His grip tightened. Just slightly. "It did change something."
"Then say it."
He held her gaze, jaw tense, muscles coiled like a man barely holding himself in check.
"I can't."
She pulled her wrist free. "Then don't touch me like you already have."
He didn't speak to her for the rest of the day.
But he watched her.
She felt his gaze at every turn—when she laughed with the staff, when she took a call on the balcony, when she bent over a document in the office.
He never looked away.
It was maddening.
He acted like she belonged to him but refused to claim her.
And the worst part?
Her body loved it.
It loved the tension. The way his gaze burned her skin. The way silence became foreplay between them.
She hated how easily her pulse betrayed her.
That evening, she entered the library and found him there.
Not reading. Just standing by the window, back tense, tie loose around his throat.
She should've walked away.
Instead, she asked, "Are you punishing me with silence now?"
His voice was low, strained. "If I speak, I'll say too much."
She stepped closer, arms crossed. "You already said too much last night. And not enough."
He turned slowly.
And when he looked at her, it wasn't anger on his face.
It was torment.
"You don't know what you're doing to me," he said. "You act like this is some power game, but it's not. You're undoing me."
Aria stared, heart hammering. "Then stop hiding behind control."
He laughed—sharp and humorless. "Control is the only thing keeping you safe."
"From what?"
"From me."
He stepped forward. "Do you know what I've done to keep myself in check since the moment I saw you at that auction? How many times I've rewritten the contract in my head just to give myself one excuse to touch you again?"
Her breath caught.
He was in front of her now, towering, tense, vibrating with restraint.
"I want you, Aria. Not just in my bed. In my head. Under my skin."
She swallowed. "Then take me."
He exhaled sharply, almost like pain. "Don't tempt me."
"Why not?"
"Because if I start, I won't stop until you forget your own name."
The air shifted.
One second they were arguing.
The next, she was against the bookshelf, his mouth inches from hers, his breath hot and hungry.

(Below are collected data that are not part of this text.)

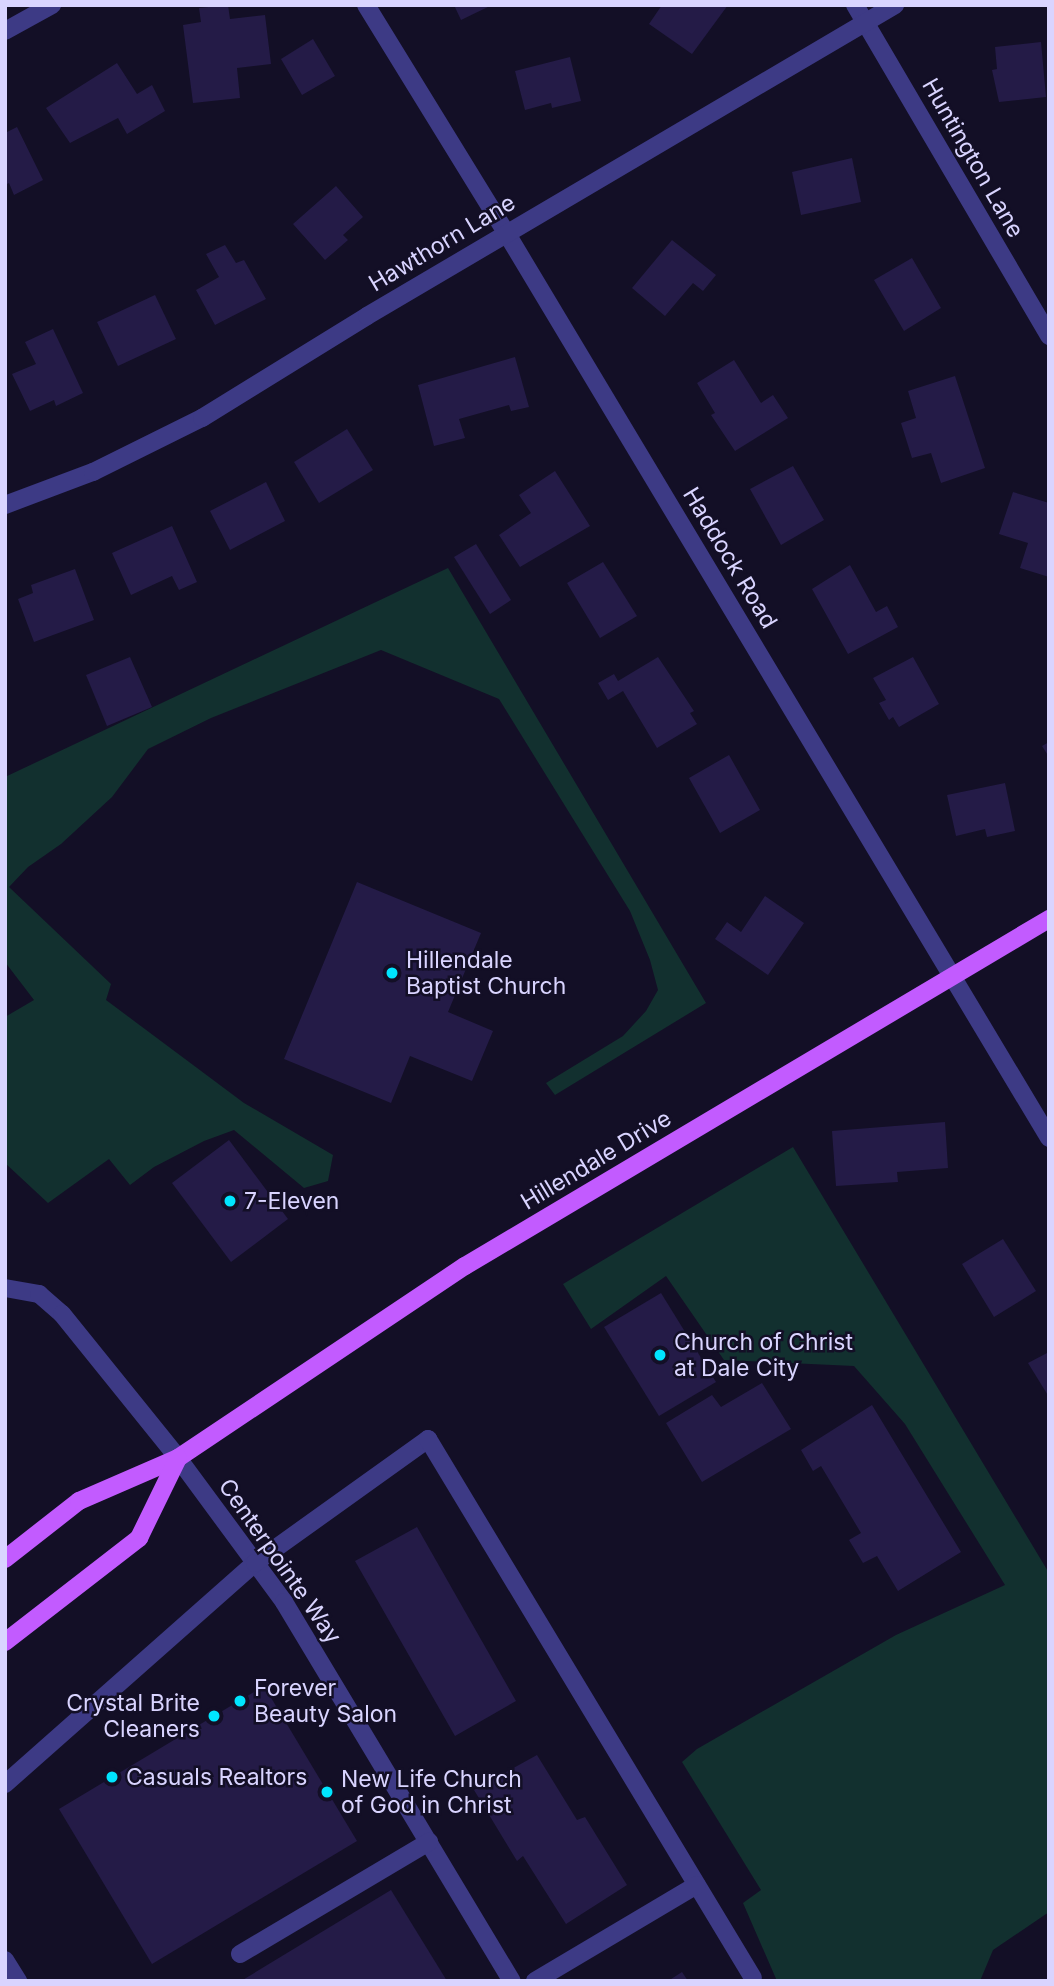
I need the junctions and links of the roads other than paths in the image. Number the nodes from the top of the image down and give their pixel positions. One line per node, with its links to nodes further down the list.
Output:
1 (52, 5): 6 (street)
2 (366, 5): 7 (street, Haddock Road)
3 (855, 5): 5 (street, Huntington Lane)
4 (895, 5): 5 (street, Hawthorn Lane)
5 (867, 23): 7 (street, Hawthorn Lane); 8 (street, Huntington Lane)
6 (5, 31)
7 (507, 234): 9 (street, Hawthorn Lane); 11 (street, Haddock Road)
8 (1049, 336)
9 (5, 505)
10 (1049, 919): 11 (main road, Hillendale Drive)
11 (952, 977): 12 (street, Haddock Road); 14 (main road, Hillendale Drive)
12 (1049, 1138)
13 (5, 1288): 14 (street, Centerpointe Way)
14 (178, 1458): 15 (main road, Hillendale Drive); 16 (street, Centerpointe Way); 17 (main road)
15 (5, 1559)
16 (255, 1563): 18 (street); 19 (street, Centerpointe Way); 20 (street)
17 (5, 1642)
18 (5, 1784)
19 (429, 1842): 21 (street); 25 (street, Centerpointe Way)
20 (697, 1885): 23 (street); 26 (street)
21 (240, 1954)
22 (5, 1960): 24 (street)
23 (753, 1978)
24 (18, 1981)
25 (512, 1981)
26 (535, 1981)

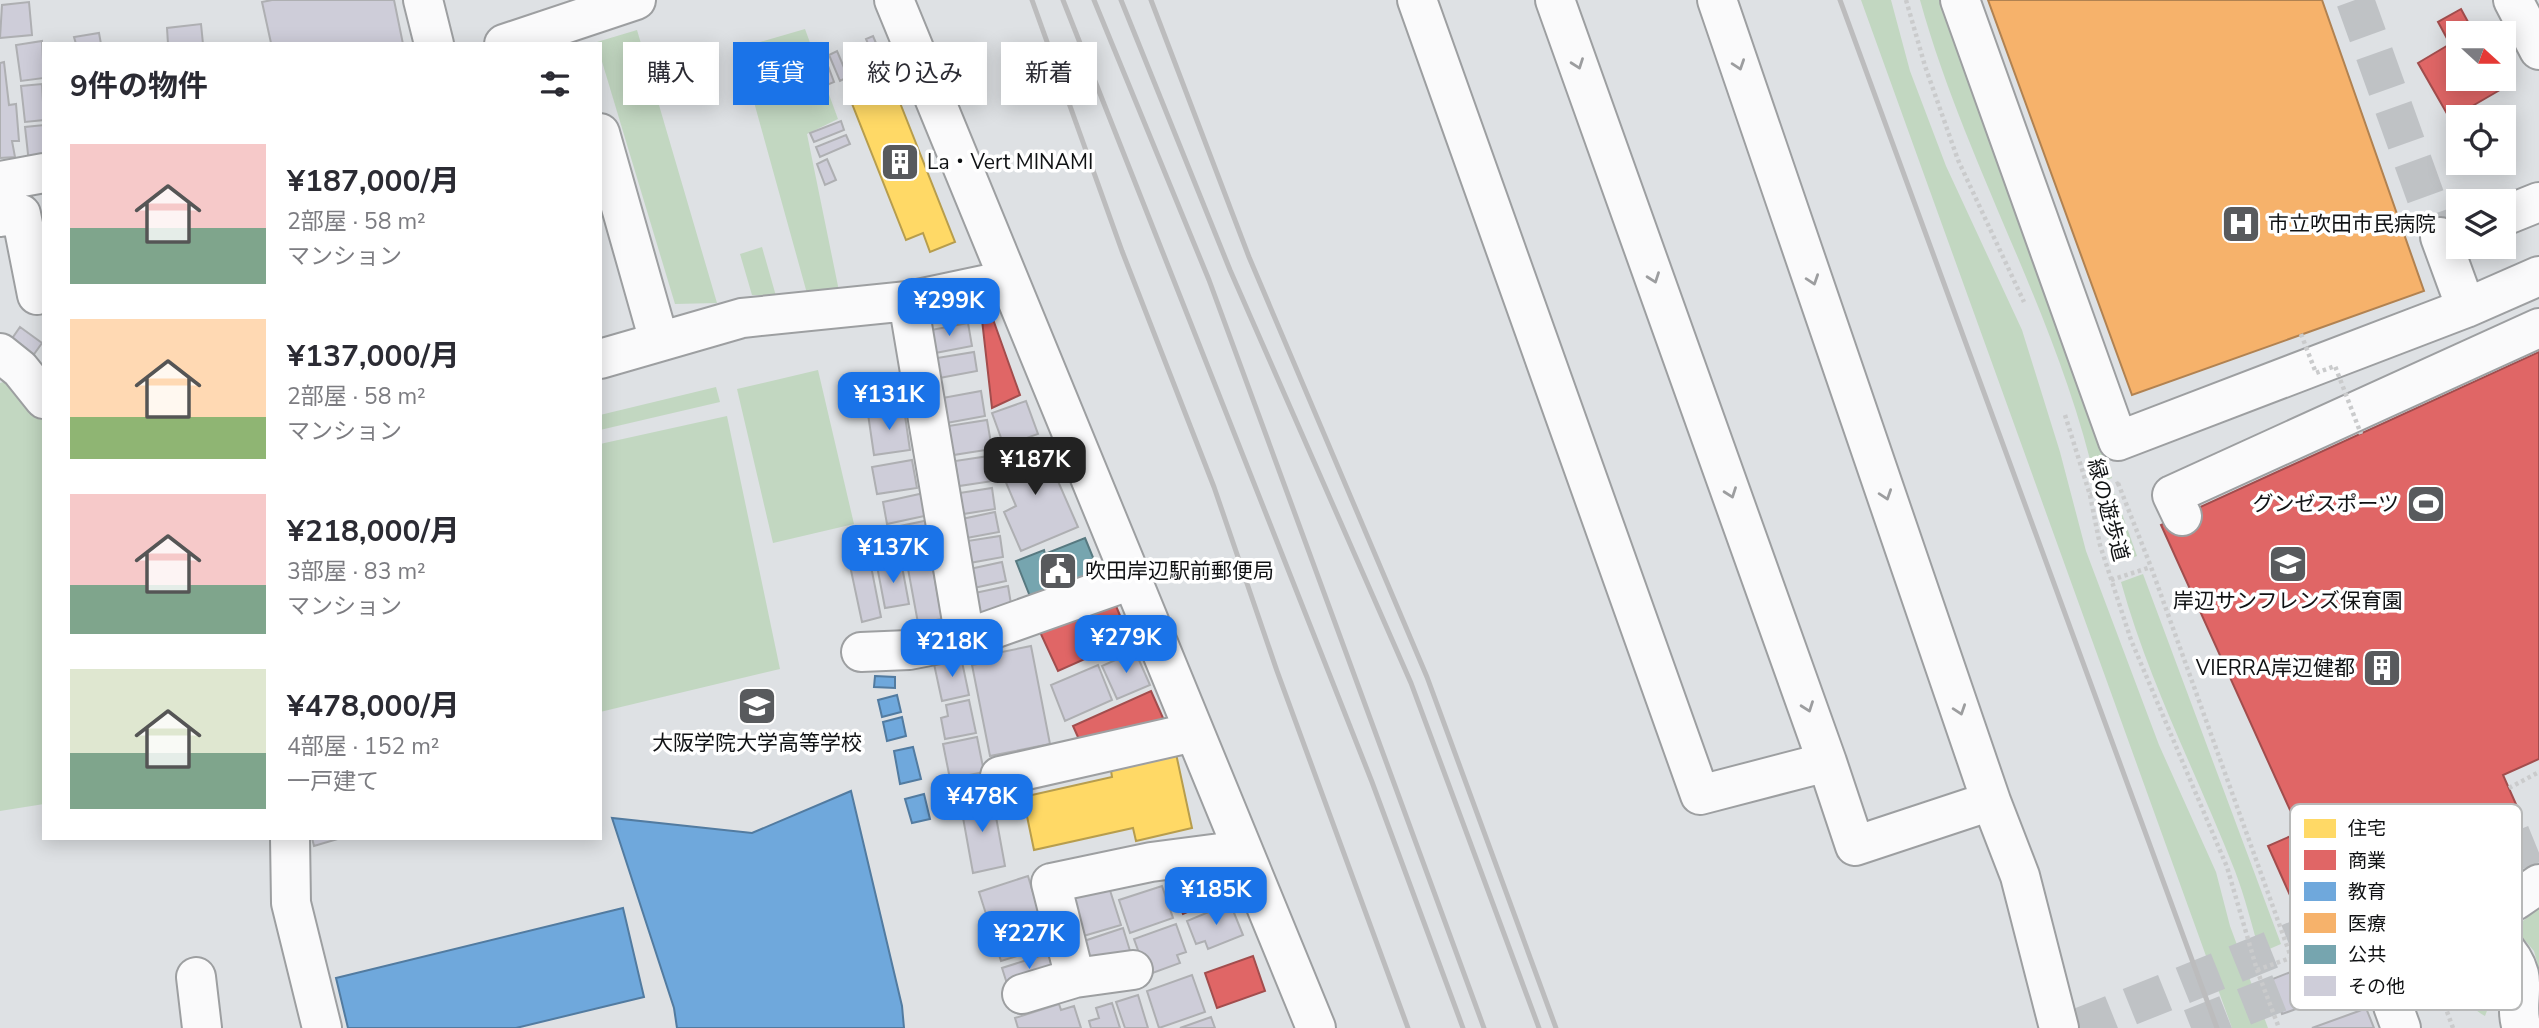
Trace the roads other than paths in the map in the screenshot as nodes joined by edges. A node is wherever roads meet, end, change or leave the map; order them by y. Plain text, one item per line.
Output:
1 (423, 0) edge
2 (636, 0) edge
3 (894, 0) edge
4 (1417, 0) edge
5 (1555, 0) edge
6 (1717, 0) edge
7 (1960, 0) edge
8 (2513, 0) edge
9 (434, 42) edge
10 (510, 42) edge
11 (2539, 50) edge
12 (602, 140) edge
13 (42, 173) edge
14 (0, 181) edge
15 (2539, 202) edge
16 (2516, 211) edge
17 (0, 217) edge
18 (2453, 259) tunnel mouth
19 (2539, 275) edge
20 (1007, 280) junction
21 (37, 295) dead end
22 (908, 301) junction
23 (2466, 308) junction
24 (2539, 328) edge
25 (659, 341) junction
26 (0, 353) edge
27 (602, 358) edge
28 (42, 396) edge
29 (2182, 516) dead end
30 (1131, 580) junction
31 (965, 639) junction
32 (861, 652) dead end
33 (1194, 732) junction
34 (1827, 762) junction
35 (1000, 776) dead end
36 (1991, 801) junction
37 (290, 840) edge
38 (1243, 850) junction
39 (2539, 884) edge
40 (2522, 897) edge
41 (1133, 970) dead end
42 (196, 977) dead end
43 (1075, 978) junction
44 (1022, 994) dead end
45 (2394, 1010) edge
46 (2518, 1010) edge
47 (202, 1028) edge
48 (322, 1028) edge
49 (1316, 1028) edge
50 (2059, 1028) edge
51 (2400, 1028) edge
52 (2522, 1028) edge

1 - 9 street
2 - 10 street
3 - 20 street
4 - 34 street
5 -> 34 street
6 -> 36 street
7 - 23 street
8 - 11 street
12 - 25 street
13 - 14 street
15 - 16 street
17 - 21 street
18 - 23 street
19 - 23 street
20 - 22 street
20 - 30 street
22 - 25 street
22 - 31 street
24 - 29 street
25 - 27 street
26 - 28 street
30 - 31 street
30 - 33 street
31 - 32 street
33 - 35 street
33 - 38 street
34 - 36 street
36 - 50 street
37 - 48 street
38 - 43 street
38 - 49 street
39 - 40 street
41 - 43 street
42 - 47 street
43 - 44 street
45 - 51 street
46 - 52 street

"You think this is a game," he growled. "But you don't play with a man like me and walk away unscarred."
"Maybe I want the scar."
That broke him.
His mouth crashed down on hers like a storm—fierce, wild, consuming.
She moaned against him as his hands explored—hips, waist, thighs. His control unraveled in her grip, and hers in his.
He kissed her like obsession. Like ownership.
Like she was the first thing in the world he'd ever truly wanted.
And she responded with the same reckless fire.
But just as his hands slid under her shirt, just as she arched against him—
He pulled back.
Again.
Chest heaving.
Eyes dark.
"I need you to understand something," he rasped. "This isn't about sex."
"Then what is it?"
His fingers trembled at his sides.
"It's about everything."
Later, after he disappeared into his office again, Aria stared at her reflection in the bathroom mirror.
Her lips were swollen. Her pulse still racing.
She didn't know if she wanted to scream or cry or march into his office and throw herself at him just to break whatever leash he'd wrapped around himself.
This wasn't love.
Not yet.
But it wasn't lust, either.
It was… dangerous.
An obsession they both fed in silence.
Down the hall, Leon sat alone, glass of scotch untouched beside him, staring at nothing.
He hated how much he wanted her.
How much of himself he lost when she touched him.
He hadn't planned for this.
He had planned for power.
For control.
He'd bought her to win.
But somehow, she was the one undoing him.
And the worst part?
He didn't want it to stop.
Not anymore.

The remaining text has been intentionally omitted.